In some ways, it reminds me of the Engage With Grace movement to try to get families to talk about this with each other.  In this case, the conversation is coordinated with our care manager and part of an overall patient-centric approach to care.

Here’s some of the press release:

inVentiv Medical Management (iMM), an inVentiv Health company and provider of best-in-class medical management services to the healthcare industry, today announced that it has formed a partnership with Vital Decisions to better serve the needs of payers, providers, and seriously ill patients nationwide. The joint offering will support patients by empowering them to be more proactive decision makers when it comes to their health, and, thereby, reduce the use of costly care that is medically inappropriate or unwanted by individuals with advanced illnesses.
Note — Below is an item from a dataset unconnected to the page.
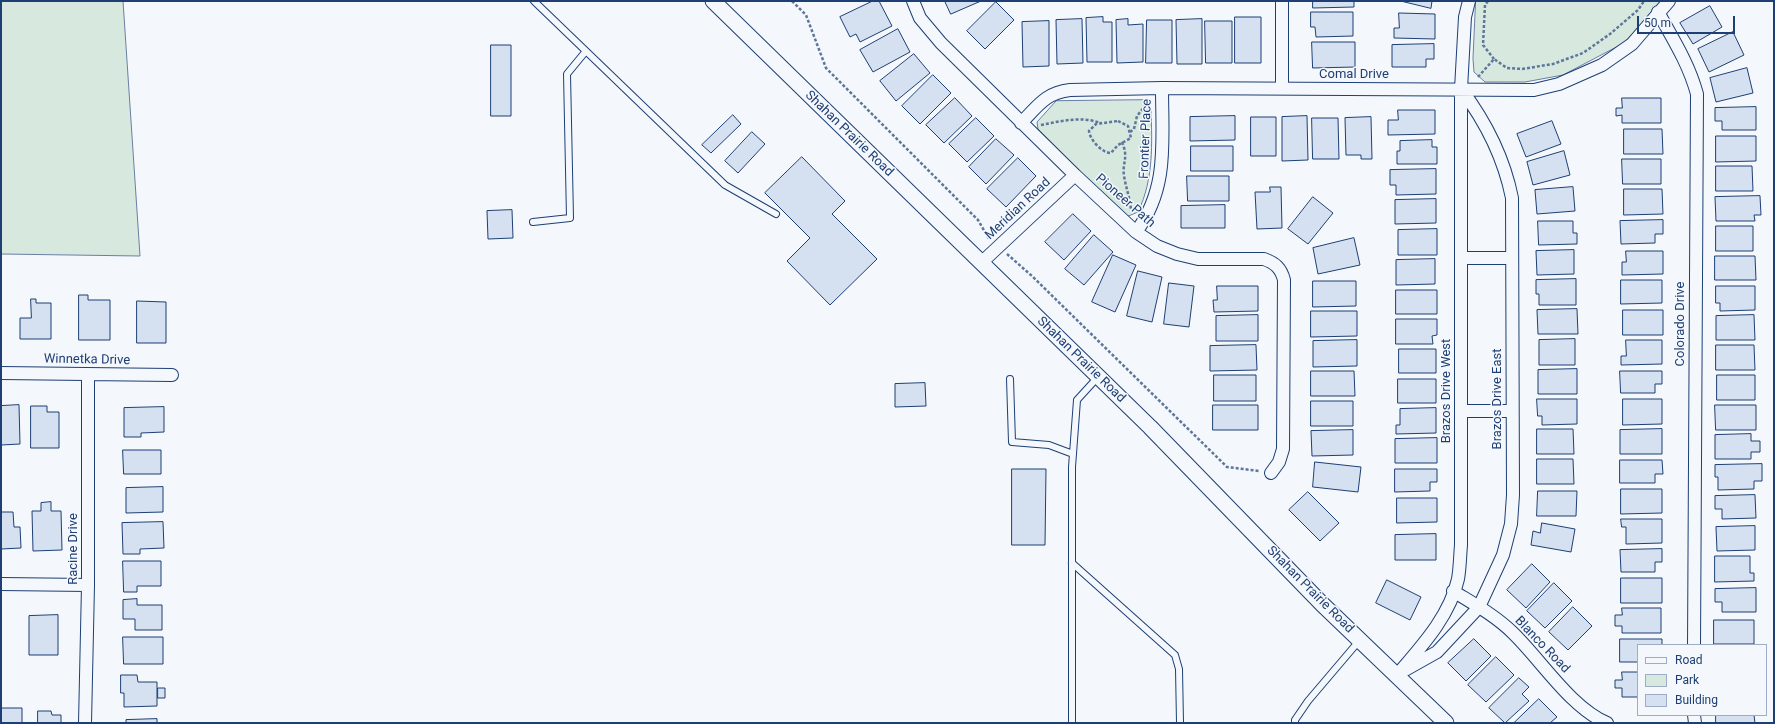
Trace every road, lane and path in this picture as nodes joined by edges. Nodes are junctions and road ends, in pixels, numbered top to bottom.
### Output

Together, iMM and Vital Decisions – an Edison, New Jersey-based company that provides patient-centered behavioral counseling programs for those with advanced illnesses – will offer a unique care management and counseling program to individuals battling metastatic cancer, end-stage heart or lung disease, and progressive neurologic conditions, such as Alzheimer’s or Lou Gehrig’s disease (Amyotrophic Lateral Sclerosis-ALS). The program is designed to encourage patients to work with their physicians and family members to make well-informed care decisions as their illnesses progress. inVentiv Medical Management case managers will provide patients with clinical advice, while Vital Decisions specialists will offer counseling support using the company’s proprietary “Living Well” program, which helps individuals with advanced illnesses communicate their quality-of-life preferences to those involved in their care.

Pediatric Cancer Article in EBN

“In the 1950s and 1960s, 4% of children survived with that diagnosis [leukemia].  In 2010, 80% to 85% of children in all risk categories survived and are cured.”  Dr. Beverly Bell, Medical Director of the oncology program at inVentiv Medical Management

This is a quote from the June 1, 2012 article titled Trial and Error in Employee Benefit News.  It’s an important fact as we watch cancer go from a terminal diagnosis and medical event to a chronic disease.  Working with the survivors is something that Dr. Bell and I have discussed several times.

Here are some other facts from the article:

  • 1/3 of childhood cancers are leukemias.
  • 10,400 kids under 15 in the US were diagnosed with leukemia in 2007.
  • About 1,545 of them will die fro the disease.
  • Approximately 75-80% of pediatric cancer patients are put on a clinical trial.

The article goes on to talk about several things to consider:

  • Plan language modifications.
  • Access to pediatric oncology nurses.
  • Access to a oncology network of centers of excellence.
  • General support for the entire family perhaps through an EAP program.
  • Hospice care.
  • Medical travel / tourism.

Creating a holistic strategy to address oncology is a big effort and one that is critical to helping these patients.

Took A New Job With inVentiv Medical Management

As some of you know, I’ve taken a new job.  I just joined inVentiv Medical Management which is a company focused on reducing care costs and improving health outcomes quality for self-insuring employers, their employees and family members.  One of the exciting new products that they launched before I came is called Accountable Care Solutions.  Here’s a description from the press release:

Powered by a combination of clinical and financial algorithms and evidence-based decision-making rules, inVentiv Medical Management’s Accountable Care Solutions ensure that physician-ordered procedures are the best option from a treatment effectiveness and patient risk perspective. The new suite of solutions includes Comprehensive Oncology Care Management(TM), Comprehensive Cardiovascular Care Management(TM) and Comprehensive Kidney Care Management(TM). These Accountable Care Solutions offer customers – such as third-party administrators, employer groups and reinsurance carriers – best-in-class resources to effectively and efficiently enhance healthcare quality, while reducing overall costs of medical claims and improving patient outcomes.